The Saab aircraft has a simulated cockpit for one student, an instructor station that can support an instructor and an additional student, and passenger seats for up to 12 students or instructors. A typical instruction flight might involve one instructor and three or four students, each of whom would get about one hour of system operation time.

Some of the systems on board the ASTARS aircraft include an APG-66 radar originally designed for the F-16, an MX-15 Electro-Optical turret with infra-red and optical cameras, an LTN-92 inertial navigation system, a global positioning system and a simulated heads-up display.

All are integrated to allow operation using multi-function displays similar to those used in tactical aircraft. Using this updated avionics suite, the instructor trains the students to be proficient as testers and evaluators of various aircraft navigation and surveillance systems.

"The Saab 340A ASTARS will provide the same highly successful training environment as the P-3 platform, but at a significantly reduced cost and with a far higher mission success rate," said Wyle's Mike Eide, who wrote most of the original ASTARS software when it was developed for the school in 1994 by Westinghouse.

"ASTARS provides the U.S. Naval Test Pilot School with a world-class academic tool.

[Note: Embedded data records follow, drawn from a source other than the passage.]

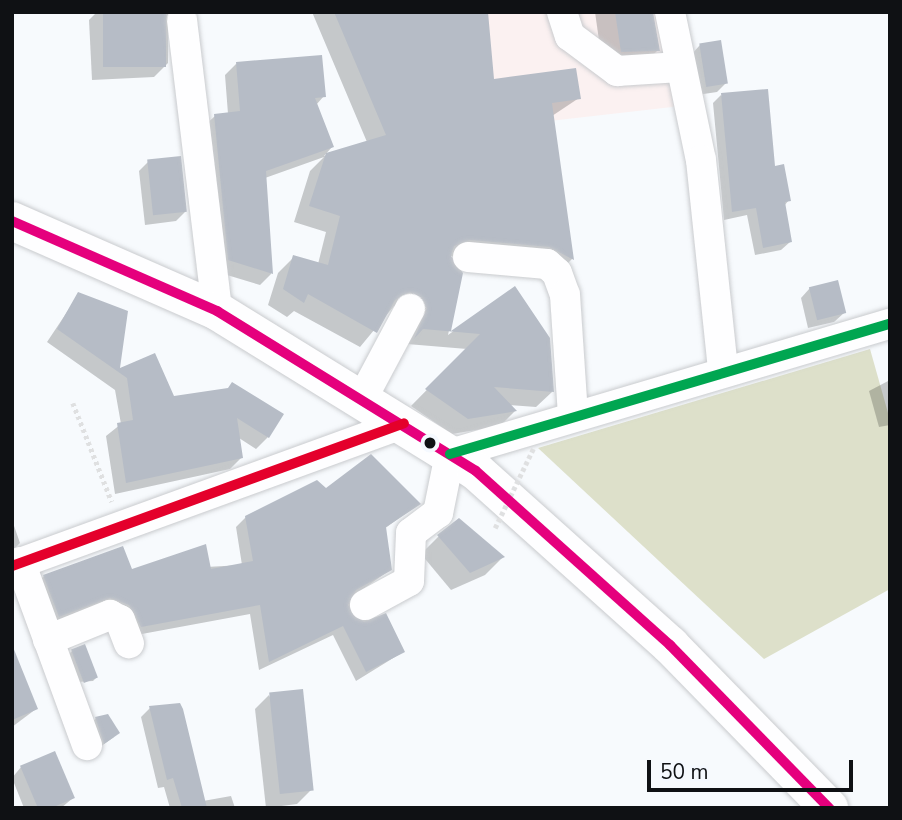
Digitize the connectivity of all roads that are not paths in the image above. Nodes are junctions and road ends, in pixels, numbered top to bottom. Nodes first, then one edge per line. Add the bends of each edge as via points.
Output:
1 (562, 12) edge
2 (670, 12) edge
3 (182, 20) dead end
4 (680, 67) junction
5 (12, 221) edge
6 (468, 257) dead end
7 (410, 309) dead end
8 (216, 311) junction
9 (890, 324) edge
10 (723, 371) junction
11 (363, 397) junction
12 (573, 415) junction
13 (404, 424) junction
14 (450, 454) junction
15 (16, 564) edge
16 (365, 605) dead end
17 (47, 640) junction
18 (129, 643) dead end
19 (87, 744) dead end
20 (830, 808) edge

1 - 4 street via 570,36 617,71
2 - 4 street
3 - 8 street
4 - 10 street via 701,160
5 - 8 highway
6 - 12 street via 547,264 557,273 565,295
7 - 11 street
8 - 11 highway
9 - 10 street
10 - 12 street
11 - 13 highway
12 - 14 street
13 - 14 highway
13 - 15 street
14 - 16 street via 438,513 411,533 409,581
14 - 20 highway via 670,645
15 - 17 street
17 - 18 street via 110,615 120,620
17 - 19 street

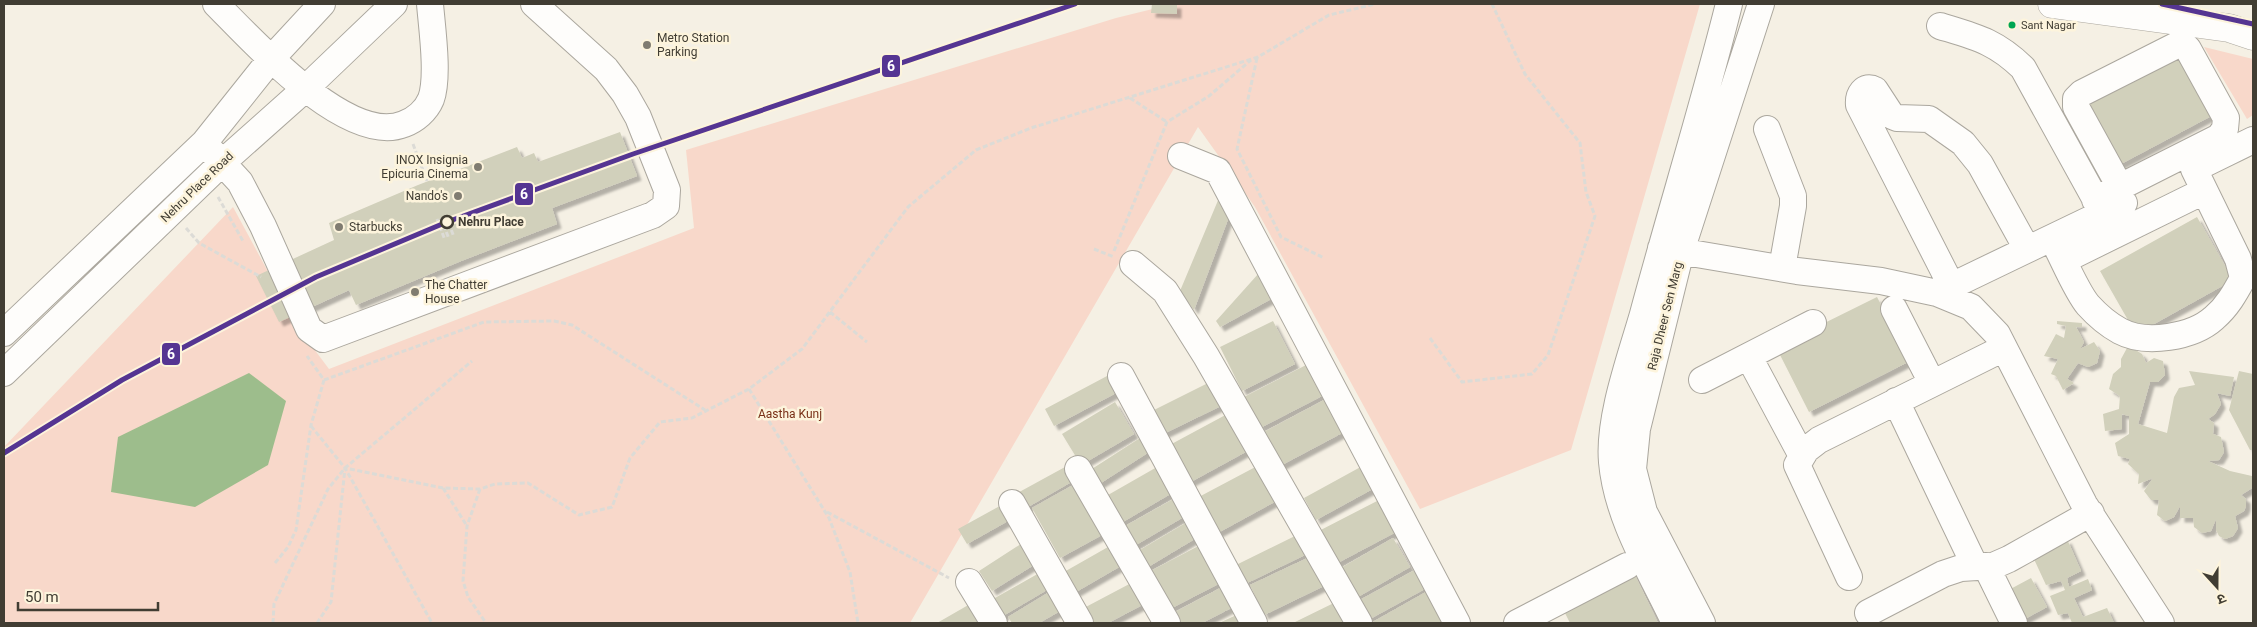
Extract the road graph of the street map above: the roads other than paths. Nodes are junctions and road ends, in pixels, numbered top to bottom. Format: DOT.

No other test pilot school has a comparable system."

Eide's knowledge as a tactical pilot, test pilot, former instructor, systems engineer and software developer gave him the aptitude to tailor the overall system design and modify the ASTARS software for the new aircraft while meeting test pilot school's specific academic requirements.

The aircraft, which will be flown by Wyle and Calspan pilots, will first undergo instructor familiarization flights before student flights take place.